Exercise details ::
Type the records that follow again exactly as written, but drop the pictures.
##### Supplied records
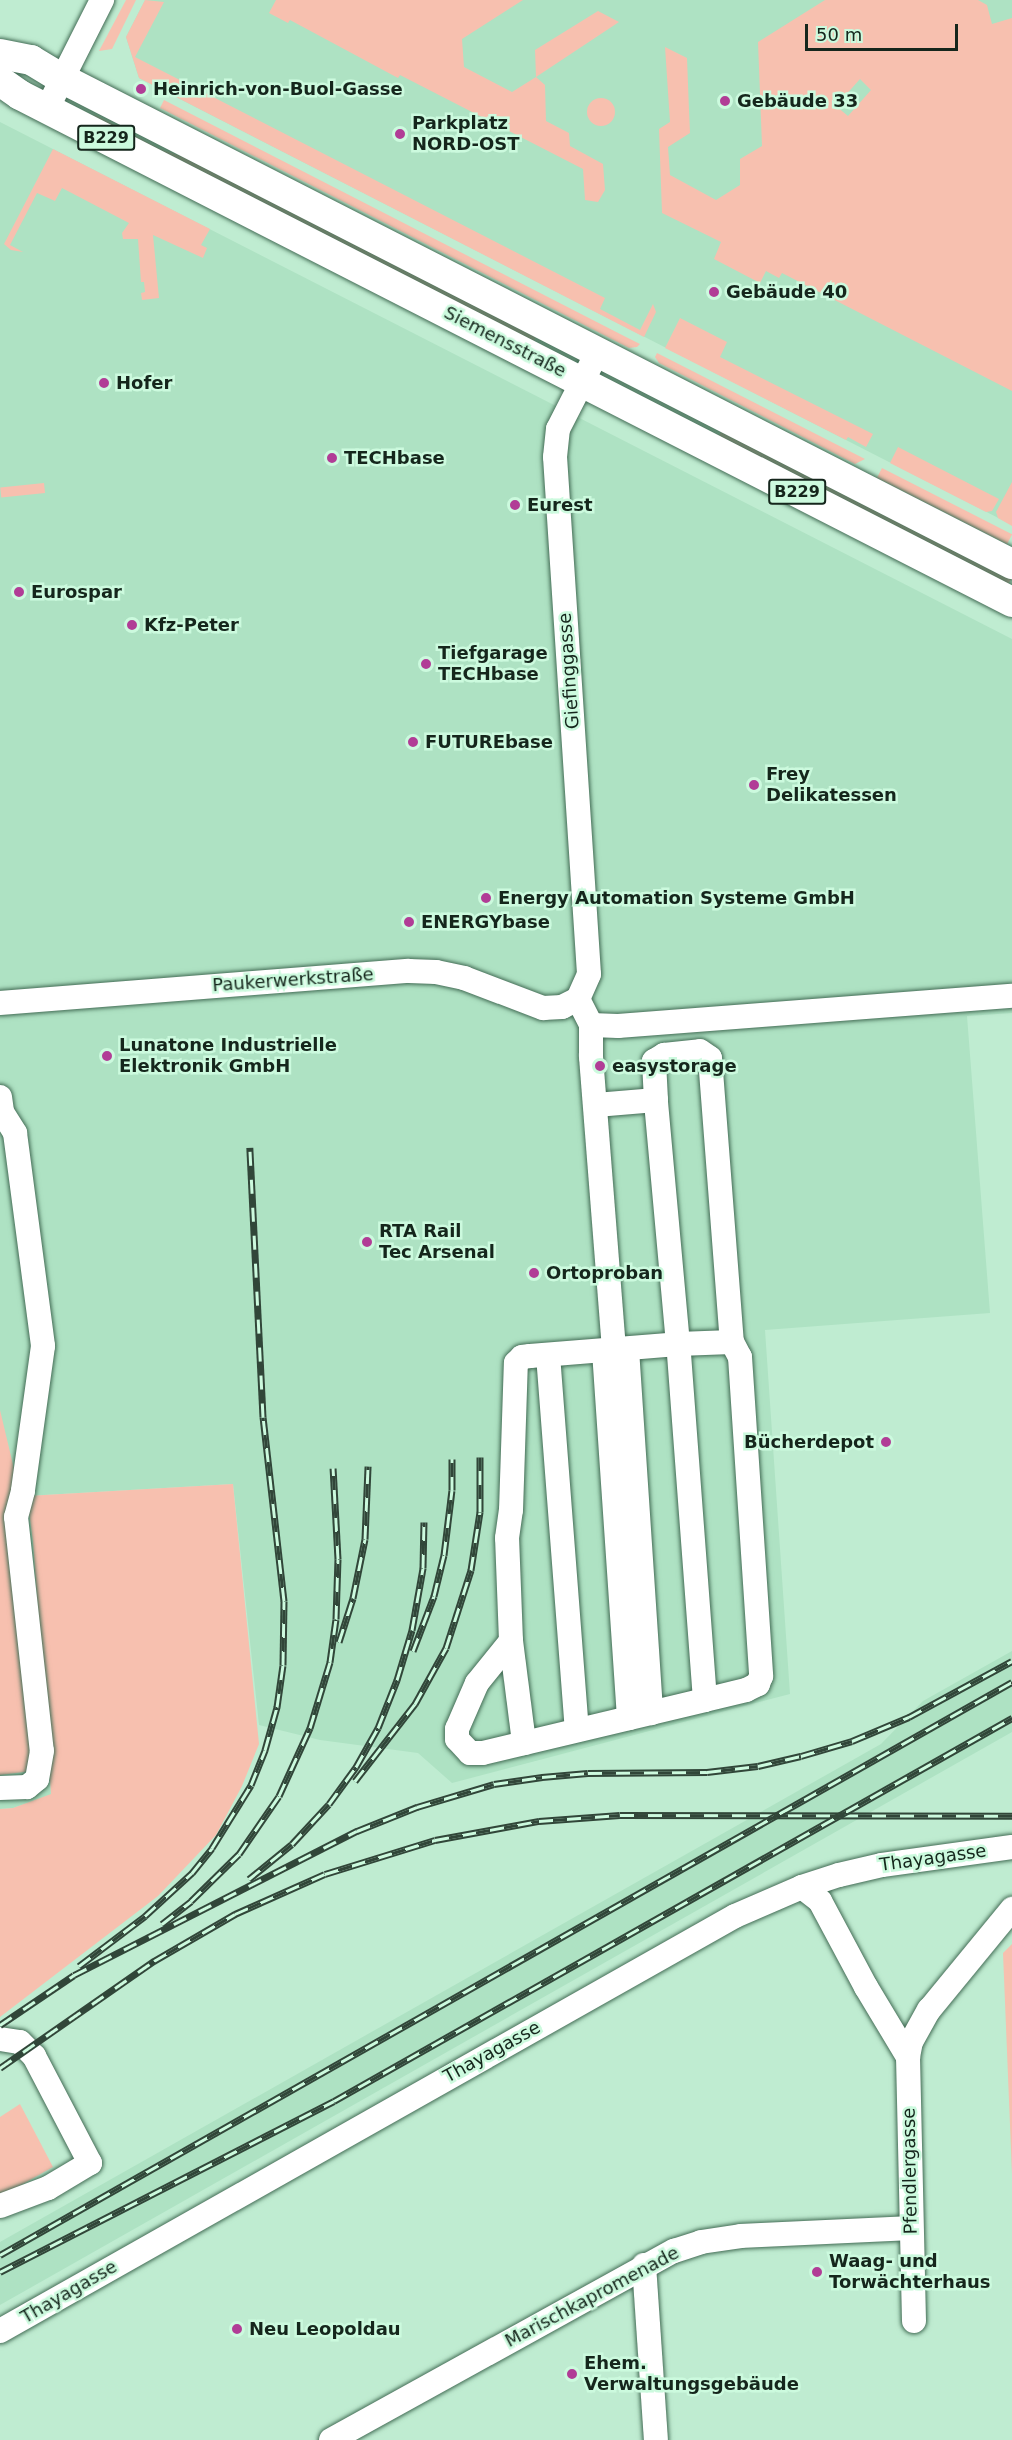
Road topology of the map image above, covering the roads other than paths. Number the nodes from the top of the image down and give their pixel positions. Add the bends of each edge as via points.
1 (102, 0) edge
2 (0, 54) edge
3 (63, 79) junction
4 (0, 81) edge
5 (48, 107) junction
6 (598, 351) junction
7 (581, 382) junction
8 (1012, 564) edge
9 (1012, 602) edge
10 (1012, 996) edge
11 (578, 999) junction
12 (0, 1003) edge
13 (591, 1025) junction
14 (0, 1097) edge
15 (656, 1100) junction
16 (596, 1105) junction
17 (732, 1342) junction
18 (678, 1344) junction
19 (615, 1350) junction
20 (548, 1355) junction
21 (511, 1641) junction
22 (705, 1700) junction
23 (640, 1715) junction
24 (577, 1730) junction
25 (524, 1743) junction
26 (0, 1788) edge
27 (1012, 1847) edge
28 (802, 1887) junction
29 (1012, 1909) edge
30 (0, 2038) edge
31 (908, 2057) junction
32 (0, 2206) edge
33 (911, 2228) junction
34 (645, 2265) junction
35 (915, 2321) dead end
36 (0, 2331) edge
37 (331, 2440) edge
38 (656, 2440) edge

1 - 3 street
2 - 3 main road, Siemensstraße / B229 via 31,60
3 - 5 street
3 - 6 main road, Siemensstraße / B229
4 - 5 main road, Siemensstraße / B229
5 - 7 main road, Siemensstraße / B229
6 - 7 street, Giefinggasse
6 - 8 main road, Siemensstraße / B229
7 - 9 main road, Siemensstraße / B229
7 - 11 street, Giefinggasse via 558,429 555,456 589,974
10 - 13 street
11 - 12 street, Paukerwerkstraße via 562,1007 543,1008 448,974 410,971
11 - 13 street
13 - 16 street
14 - 26 street via 2,1113 15,1133 43,1346 16,1517 42,1751 38,1779 27,1787
15 - 16 street
15 - 17 street via 654,1061 664,1055 700,1051 707,1054 711,1063
15 - 18 street
16 - 19 street
17 - 18 street
17 - 22 street via 740,1357 761,1676 758,1684 746,1690
18 - 19 street
18 - 22 street
19 - 20 street
19 - 23 street
20 - 21 street via 522,1358 514,1373 507,1538
20 - 24 street
21 - 25 street
21 - 25 street via 477,1683 457,1729 457,1739 470,1754
22 - 23 street
23 - 24 street
24 - 25 street
27 - 28 street, Thayagasse via 882,1865
28 - 31 street, Pfendlergasse via 820,1901
28 - 36 street, Thayagasse via 686,1942
29 - 31 street, Pfendlergasse via 929,2010 911,2042
30 - 32 street via 20,2042 34,2056 90,2163 48,2188
31 - 33 street, Pfendlergasse
33 - 34 street, Marischkapromenade via 720,2238 674,2251
33 - 35 street, Pfendlergasse
34 - 37 street, Marischkapromenade
34 - 38 street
##########
Problem solution ::
Road topology of the map image above, covering the roads other than paths. Number the nodes from the top of the image down and give their pixel positions. Add the bends of each edge as via points.
1 (102, 0) edge
2 (0, 54) edge
3 (63, 79) junction
4 (0, 81) edge
5 (48, 107) junction
6 (598, 351) junction
7 (581, 382) junction
8 (1012, 564) edge
9 (1012, 602) edge
10 (1012, 996) edge
11 (578, 999) junction
12 (0, 1003) edge
13 (591, 1025) junction
14 (0, 1097) edge
15 (656, 1100) junction
16 (596, 1105) junction
17 (732, 1342) junction
18 (678, 1344) junction
19 (615, 1350) junction
20 (548, 1355) junction
21 (511, 1641) junction
22 (705, 1700) junction
23 (640, 1715) junction
24 (577, 1730) junction
25 (524, 1743) junction
26 (0, 1788) edge
27 (1012, 1847) edge
28 (802, 1887) junction
29 (1012, 1909) edge
30 (0, 2038) edge
31 (908, 2057) junction
32 (0, 2206) edge
33 (911, 2228) junction
34 (645, 2265) junction
35 (915, 2321) dead end
36 (0, 2331) edge
37 (331, 2440) edge
38 (656, 2440) edge

1 - 3 street
2 - 3 main road, Siemensstraße / B229 via 31,60
3 - 5 street
3 - 6 main road, Siemensstraße / B229
4 - 5 main road, Siemensstraße / B229
5 - 7 main road, Siemensstraße / B229
6 - 7 street, Giefinggasse
6 - 8 main road, Siemensstraße / B229
7 - 9 main road, Siemensstraße / B229
7 - 11 street, Giefinggasse via 558,429 555,456 589,974
10 - 13 street
11 - 12 street, Paukerwerkstraße via 562,1007 543,1008 448,974 410,971
11 - 13 street
13 - 16 street
14 - 26 street via 2,1113 15,1133 43,1346 16,1517 42,1751 38,1779 27,1787
15 - 16 street
15 - 17 street via 654,1061 664,1055 700,1051 707,1054 711,1063
15 - 18 street
16 - 19 street
17 - 18 street
17 - 22 street via 740,1357 761,1676 758,1684 746,1690
18 - 19 street
18 - 22 street
19 - 20 street
19 - 23 street
20 - 21 street via 522,1358 514,1373 507,1538
20 - 24 street
21 - 25 street
21 - 25 street via 477,1683 457,1729 457,1739 470,1754
22 - 23 street
23 - 24 street
24 - 25 street
27 - 28 street, Thayagasse via 882,1865
28 - 31 street, Pfendlergasse via 820,1901
28 - 36 street, Thayagasse via 686,1942
29 - 31 street, Pfendlergasse via 929,2010 911,2042
30 - 32 street via 20,2042 34,2056 90,2163 48,2188
31 - 33 street, Pfendlergasse
33 - 34 street, Marischkapromenade via 720,2238 674,2251
33 - 35 street, Pfendlergasse
34 - 37 street, Marischkapromenade
34 - 38 street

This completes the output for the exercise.